• _REQUIRED WORK_: Search the entries for the string "Anatoliia" and give the number of lines that hold it, nothing more.

[Collection entries]

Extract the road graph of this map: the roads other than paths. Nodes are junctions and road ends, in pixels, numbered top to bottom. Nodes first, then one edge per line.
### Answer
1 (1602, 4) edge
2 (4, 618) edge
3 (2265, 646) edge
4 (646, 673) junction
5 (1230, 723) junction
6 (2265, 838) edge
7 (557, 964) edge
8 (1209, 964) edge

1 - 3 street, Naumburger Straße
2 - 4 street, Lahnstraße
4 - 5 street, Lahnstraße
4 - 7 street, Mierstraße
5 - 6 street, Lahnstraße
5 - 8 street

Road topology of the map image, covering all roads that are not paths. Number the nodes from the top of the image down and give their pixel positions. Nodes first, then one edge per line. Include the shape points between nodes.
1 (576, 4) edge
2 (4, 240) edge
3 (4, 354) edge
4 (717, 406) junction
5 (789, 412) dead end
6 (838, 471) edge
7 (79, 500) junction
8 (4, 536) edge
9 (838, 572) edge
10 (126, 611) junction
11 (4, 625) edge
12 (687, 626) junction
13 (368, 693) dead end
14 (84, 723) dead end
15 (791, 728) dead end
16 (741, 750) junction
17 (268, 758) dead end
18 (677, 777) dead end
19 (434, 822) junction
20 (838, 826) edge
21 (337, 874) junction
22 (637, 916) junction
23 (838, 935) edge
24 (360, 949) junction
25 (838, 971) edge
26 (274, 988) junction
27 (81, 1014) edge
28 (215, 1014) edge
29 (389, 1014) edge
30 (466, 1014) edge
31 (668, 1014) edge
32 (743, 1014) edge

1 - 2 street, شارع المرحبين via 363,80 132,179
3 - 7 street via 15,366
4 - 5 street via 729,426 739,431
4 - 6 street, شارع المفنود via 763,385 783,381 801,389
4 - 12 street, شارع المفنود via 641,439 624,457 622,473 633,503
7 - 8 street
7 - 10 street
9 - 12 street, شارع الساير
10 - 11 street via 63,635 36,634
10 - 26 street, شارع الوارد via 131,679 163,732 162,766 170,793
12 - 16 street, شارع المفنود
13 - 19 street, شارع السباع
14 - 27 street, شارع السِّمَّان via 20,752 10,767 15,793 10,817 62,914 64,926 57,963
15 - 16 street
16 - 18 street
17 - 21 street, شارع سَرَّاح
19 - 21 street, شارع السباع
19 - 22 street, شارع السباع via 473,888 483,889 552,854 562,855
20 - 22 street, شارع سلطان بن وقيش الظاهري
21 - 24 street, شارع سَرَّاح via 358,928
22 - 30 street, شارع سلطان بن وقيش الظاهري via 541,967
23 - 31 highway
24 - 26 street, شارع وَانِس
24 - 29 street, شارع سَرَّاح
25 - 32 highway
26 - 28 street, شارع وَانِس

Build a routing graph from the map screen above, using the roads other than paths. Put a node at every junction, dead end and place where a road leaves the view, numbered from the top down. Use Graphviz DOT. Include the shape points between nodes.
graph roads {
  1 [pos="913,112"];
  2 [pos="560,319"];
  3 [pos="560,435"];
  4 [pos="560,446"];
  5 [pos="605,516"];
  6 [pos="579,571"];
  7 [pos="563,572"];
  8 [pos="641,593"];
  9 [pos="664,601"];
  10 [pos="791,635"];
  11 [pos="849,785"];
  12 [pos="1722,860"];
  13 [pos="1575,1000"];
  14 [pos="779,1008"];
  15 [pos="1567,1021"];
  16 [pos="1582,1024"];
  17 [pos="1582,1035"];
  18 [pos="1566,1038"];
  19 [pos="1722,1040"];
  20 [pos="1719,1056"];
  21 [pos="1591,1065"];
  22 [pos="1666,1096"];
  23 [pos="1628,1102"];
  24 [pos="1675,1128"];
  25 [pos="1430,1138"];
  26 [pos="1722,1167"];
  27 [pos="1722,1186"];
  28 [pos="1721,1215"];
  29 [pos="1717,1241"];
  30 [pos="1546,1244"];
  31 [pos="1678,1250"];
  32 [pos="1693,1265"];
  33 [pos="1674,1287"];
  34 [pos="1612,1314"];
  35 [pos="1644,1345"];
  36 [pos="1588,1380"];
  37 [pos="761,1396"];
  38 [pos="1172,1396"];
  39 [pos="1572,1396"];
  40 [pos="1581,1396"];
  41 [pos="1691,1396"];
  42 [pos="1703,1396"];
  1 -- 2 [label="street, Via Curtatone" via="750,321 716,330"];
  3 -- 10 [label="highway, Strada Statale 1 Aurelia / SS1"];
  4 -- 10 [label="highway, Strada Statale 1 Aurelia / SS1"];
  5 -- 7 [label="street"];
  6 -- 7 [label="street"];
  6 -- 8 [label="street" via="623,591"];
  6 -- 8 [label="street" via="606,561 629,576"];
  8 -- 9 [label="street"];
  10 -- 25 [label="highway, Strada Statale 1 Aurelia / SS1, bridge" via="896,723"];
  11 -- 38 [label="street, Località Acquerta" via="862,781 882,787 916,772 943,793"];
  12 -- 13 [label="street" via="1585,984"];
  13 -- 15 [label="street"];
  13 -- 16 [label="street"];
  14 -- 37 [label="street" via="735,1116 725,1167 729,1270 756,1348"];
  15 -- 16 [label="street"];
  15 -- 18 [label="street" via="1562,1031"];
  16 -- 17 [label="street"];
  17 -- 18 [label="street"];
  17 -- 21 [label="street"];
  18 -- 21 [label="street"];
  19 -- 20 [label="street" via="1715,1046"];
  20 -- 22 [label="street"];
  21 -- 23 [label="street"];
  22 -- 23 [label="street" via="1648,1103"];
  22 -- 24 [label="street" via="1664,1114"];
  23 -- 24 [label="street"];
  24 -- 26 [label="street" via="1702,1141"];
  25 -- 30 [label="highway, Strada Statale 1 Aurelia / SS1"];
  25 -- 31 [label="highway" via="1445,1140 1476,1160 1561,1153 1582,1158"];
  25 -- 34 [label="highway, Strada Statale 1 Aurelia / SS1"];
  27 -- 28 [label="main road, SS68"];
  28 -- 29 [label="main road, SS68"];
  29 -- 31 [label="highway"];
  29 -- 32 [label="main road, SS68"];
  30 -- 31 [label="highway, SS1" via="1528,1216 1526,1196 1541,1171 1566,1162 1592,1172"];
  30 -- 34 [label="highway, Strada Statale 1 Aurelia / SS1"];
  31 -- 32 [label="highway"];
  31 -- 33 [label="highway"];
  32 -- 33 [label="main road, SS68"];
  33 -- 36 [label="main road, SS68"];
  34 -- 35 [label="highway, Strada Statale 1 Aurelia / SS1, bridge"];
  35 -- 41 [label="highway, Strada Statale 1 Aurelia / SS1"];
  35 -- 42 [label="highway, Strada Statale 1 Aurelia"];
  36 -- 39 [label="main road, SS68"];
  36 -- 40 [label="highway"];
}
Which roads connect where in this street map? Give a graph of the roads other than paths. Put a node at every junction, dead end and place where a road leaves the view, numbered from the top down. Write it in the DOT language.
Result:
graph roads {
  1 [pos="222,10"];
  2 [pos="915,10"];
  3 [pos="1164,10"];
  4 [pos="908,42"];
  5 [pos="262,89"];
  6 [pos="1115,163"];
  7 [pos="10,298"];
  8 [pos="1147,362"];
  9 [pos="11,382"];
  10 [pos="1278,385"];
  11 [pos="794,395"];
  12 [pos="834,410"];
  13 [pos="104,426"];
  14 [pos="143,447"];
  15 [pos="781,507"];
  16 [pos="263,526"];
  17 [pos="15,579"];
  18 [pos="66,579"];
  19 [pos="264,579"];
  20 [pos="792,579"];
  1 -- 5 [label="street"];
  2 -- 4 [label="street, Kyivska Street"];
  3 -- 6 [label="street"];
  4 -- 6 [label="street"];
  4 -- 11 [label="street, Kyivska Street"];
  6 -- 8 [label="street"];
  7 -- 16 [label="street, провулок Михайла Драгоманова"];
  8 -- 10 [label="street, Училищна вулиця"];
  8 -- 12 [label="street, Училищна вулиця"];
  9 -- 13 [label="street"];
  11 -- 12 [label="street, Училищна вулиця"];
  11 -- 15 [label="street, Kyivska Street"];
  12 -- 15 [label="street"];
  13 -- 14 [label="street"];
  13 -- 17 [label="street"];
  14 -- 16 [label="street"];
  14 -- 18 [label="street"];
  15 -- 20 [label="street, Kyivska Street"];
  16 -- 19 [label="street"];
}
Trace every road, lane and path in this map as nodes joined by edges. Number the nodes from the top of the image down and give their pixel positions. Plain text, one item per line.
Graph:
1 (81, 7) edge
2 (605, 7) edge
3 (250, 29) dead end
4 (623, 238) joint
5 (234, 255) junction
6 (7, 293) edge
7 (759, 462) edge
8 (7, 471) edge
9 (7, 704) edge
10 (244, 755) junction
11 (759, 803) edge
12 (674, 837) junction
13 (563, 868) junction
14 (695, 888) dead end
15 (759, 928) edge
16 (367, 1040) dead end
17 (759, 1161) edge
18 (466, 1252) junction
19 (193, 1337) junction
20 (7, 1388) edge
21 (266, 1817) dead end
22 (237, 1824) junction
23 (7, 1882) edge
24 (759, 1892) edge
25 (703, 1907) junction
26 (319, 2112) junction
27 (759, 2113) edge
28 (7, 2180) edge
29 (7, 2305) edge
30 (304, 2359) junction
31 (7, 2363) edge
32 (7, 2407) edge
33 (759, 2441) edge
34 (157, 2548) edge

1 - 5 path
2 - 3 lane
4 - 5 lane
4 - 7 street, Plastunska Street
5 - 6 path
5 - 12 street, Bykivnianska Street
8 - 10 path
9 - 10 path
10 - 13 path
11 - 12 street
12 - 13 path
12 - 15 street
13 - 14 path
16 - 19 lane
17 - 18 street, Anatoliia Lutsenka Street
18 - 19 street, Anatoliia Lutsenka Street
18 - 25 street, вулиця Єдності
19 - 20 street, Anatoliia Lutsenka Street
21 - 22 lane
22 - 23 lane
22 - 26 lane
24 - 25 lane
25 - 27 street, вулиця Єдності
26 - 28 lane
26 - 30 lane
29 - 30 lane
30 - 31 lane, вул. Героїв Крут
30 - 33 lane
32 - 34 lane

• _EXERCISE SOLUTION_: 3